[Collected data entries]
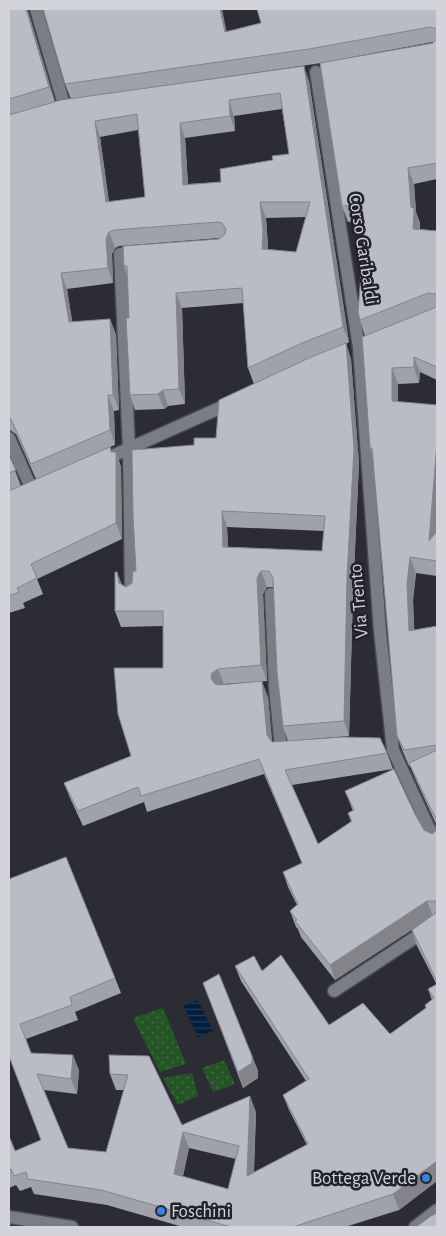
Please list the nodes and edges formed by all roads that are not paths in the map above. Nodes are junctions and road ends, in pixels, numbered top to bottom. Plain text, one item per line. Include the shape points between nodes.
1 (36, 9) edge
2 (316, 72) dead end
3 (65, 109) edge
4 (149, 252) edge
5 (364, 346) junction
6 (343, 354) edge
7 (244, 398) edge
8 (9, 438) edge
9 (128, 449) junction
10 (94, 464) edge
11 (32, 490) edge
12 (131, 594) edge
13 (271, 594) edge
14 (299, 749) edge
15 (437, 841) edge
16 (437, 923) edge
17 (334, 991) dead end
18 (437, 1210) edge
19 (9, 1216) edge
20 (72, 1227) edge
21 (415, 1227) edge

1 - 3 street
2 - 5 street, Corso Garibaldi
4 - 9 street via 120,254
5 - 6 street
5 - 15 street, Via Trento via 387,741
7 - 9 street
8 - 11 street
9 - 10 street
9 - 12 street
13 - 14 street via 271,688 281,750
16 - 17 street
18 - 21 street
19 - 20 street

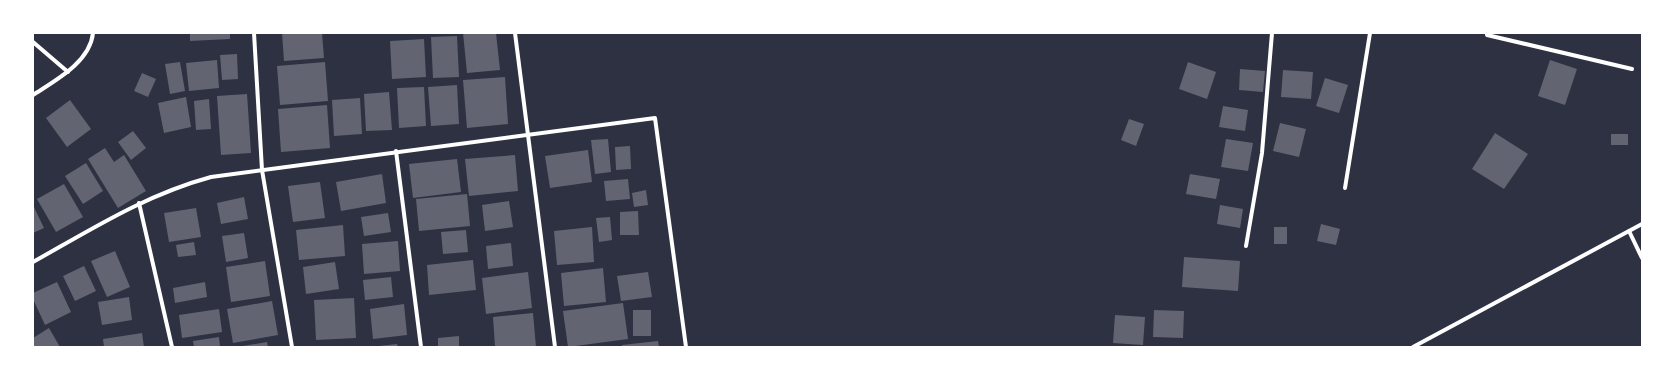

• Instructions for the task: Your answer must be an exact transcription of the records above, minus the pictures.

• Answer section:
Please list the nodes and edges formed by all roads that are not paths in the map above. Nodes are junctions and road ends, in pixels, numbered top to bottom. Plain text, one item per line. Include the shape points between nodes.
1 (36, 9) edge
2 (316, 72) dead end
3 (65, 109) edge
4 (149, 252) edge
5 (364, 346) junction
6 (343, 354) edge
7 (244, 398) edge
8 (9, 438) edge
9 (128, 449) junction
10 (94, 464) edge
11 (32, 490) edge
12 (131, 594) edge
13 (271, 594) edge
14 (299, 749) edge
15 (437, 841) edge
16 (437, 923) edge
17 (334, 991) dead end
18 (437, 1210) edge
19 (9, 1216) edge
20 (72, 1227) edge
21 (415, 1227) edge

1 - 3 street
2 - 5 street, Corso Garibaldi
4 - 9 street via 120,254
5 - 6 street
5 - 15 street, Via Trento via 387,741
7 - 9 street
8 - 11 street
9 - 10 street
9 - 12 street
13 - 14 street via 271,688 281,750
16 - 17 street
18 - 21 street
19 - 20 street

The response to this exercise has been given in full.